Money, uh, finds a way.
According to financial filings dug up by Fortune, Universal spent $658.8 million making 2022’s Jurassic World: Dominion. That edges out the old champ, Disney’s 2015 Star Wars: The Force Awakens, which ran $638.9 million. Universal takes the crown from Disney.
How Jurassic World Dominion hit $659 million
The number got that big mostly because of when it was made.
Dominion shot in 2020, at the height of the pandemic, which turned a normal blockbuster into a money pit. Universal had to run costly safety protocols, eat months of delays that pushed the release back a full year, and keep paying for soundstages and leased gear it couldn’t return without losing access.
It also kept producers and department heads on the payroll through the downtime just to make sure they’d still be available whenever filming could resume. Idle is expensive when the whole industry is frozen.
The $600-a-night hotel that dented the budget
Here’s the detail that turns a spreadsheet into a story.
During a five-month quarantine, the A-list cast was put up at Marriott’s Langley Hotel, an 18th-century manor near Pinewood Studios outside London. Rooms there run more than $600 a night, and Fortune notes the bill was big enough to register on the movie’s bottom line.

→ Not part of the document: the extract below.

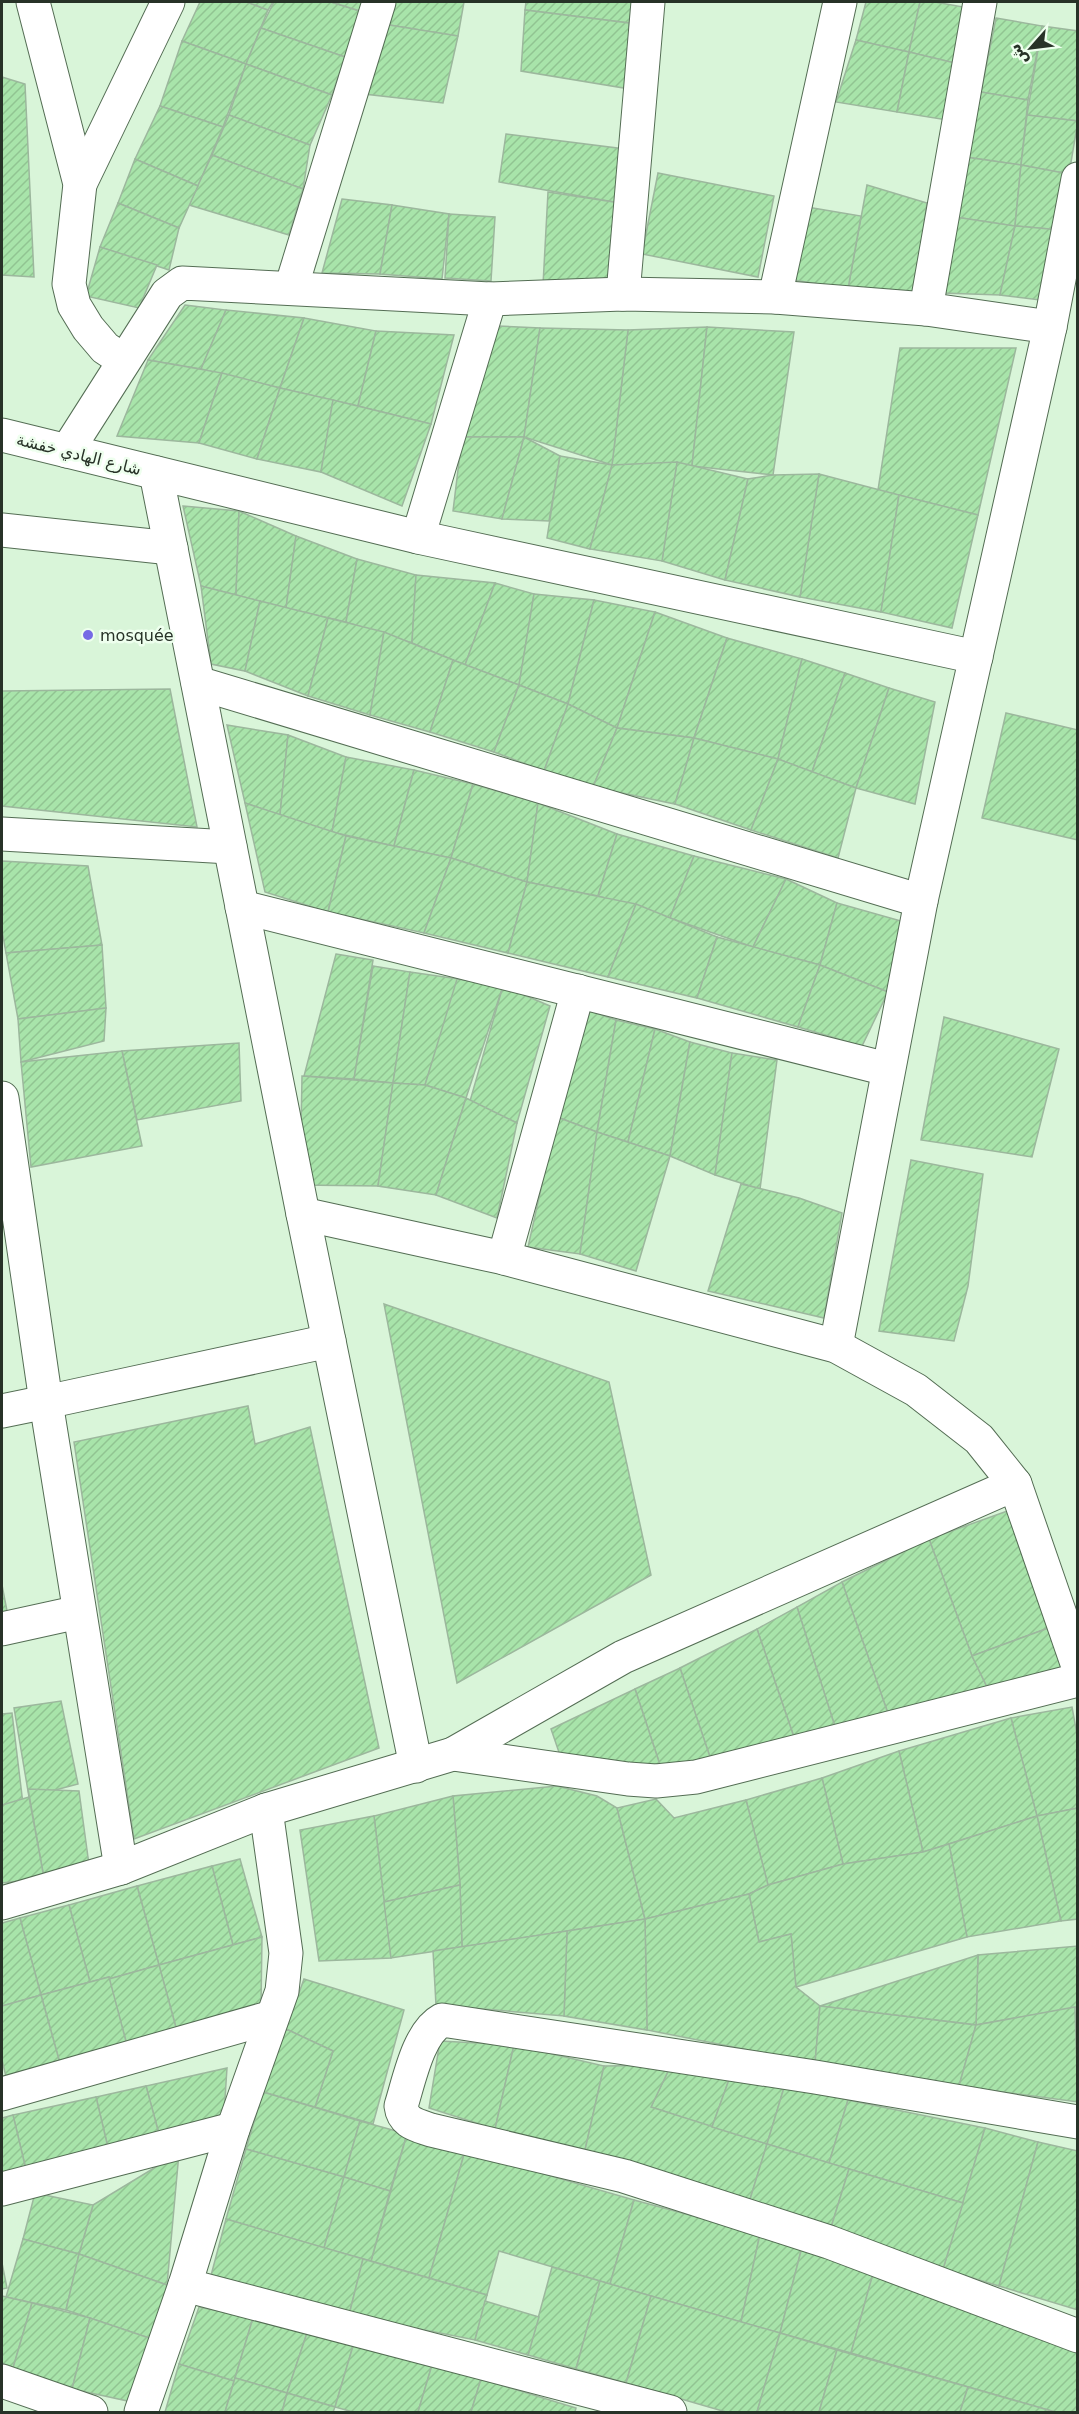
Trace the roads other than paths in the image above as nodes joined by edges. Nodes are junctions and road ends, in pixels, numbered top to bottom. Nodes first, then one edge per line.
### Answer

It wasn’t a bad place to be stuck. The hotel’s wood-panelled lounge has a piano, and Jeff Goldblum spent lockdown playing old jazz standards on it while Sam Neill sang along, footage that went viral at the time.
By Disney World standards, that’s a bargain
And this is where it gets funny.
Six hundred dollars a night for a historic English manor sounds extravagant until you’ve tried to book a room at the company Universal just dethroned. A night at a Walt Disney World Deluxe resort regularly tops $900, and the flagship Grand Floridian can climb well past a thousand dollars before you’ve bought a single churro.
So the same studio that just spent a record-breaking fortune housed its movie stars for less per night than a family of four pays to sleep within monorail distance of Cinderella Castle. Disney lost the most-expensive-movie title and still charges more for a hotel room.
The most expensive movie ever barely made money
The wild part is that all that spending didn’t translate to a hit on paper.
Filming in the UK let Universal claw back $127.8 million through Britain’s film tax-credit scheme, dropping its net cost to about $531 million. Dominion pulled in close to $1 billion at the box office, but studios only keep roughly half of ticket sales, so its theatrical run actually came up slightly short. The profit came later, from streaming, Blu-ray, and merchandise.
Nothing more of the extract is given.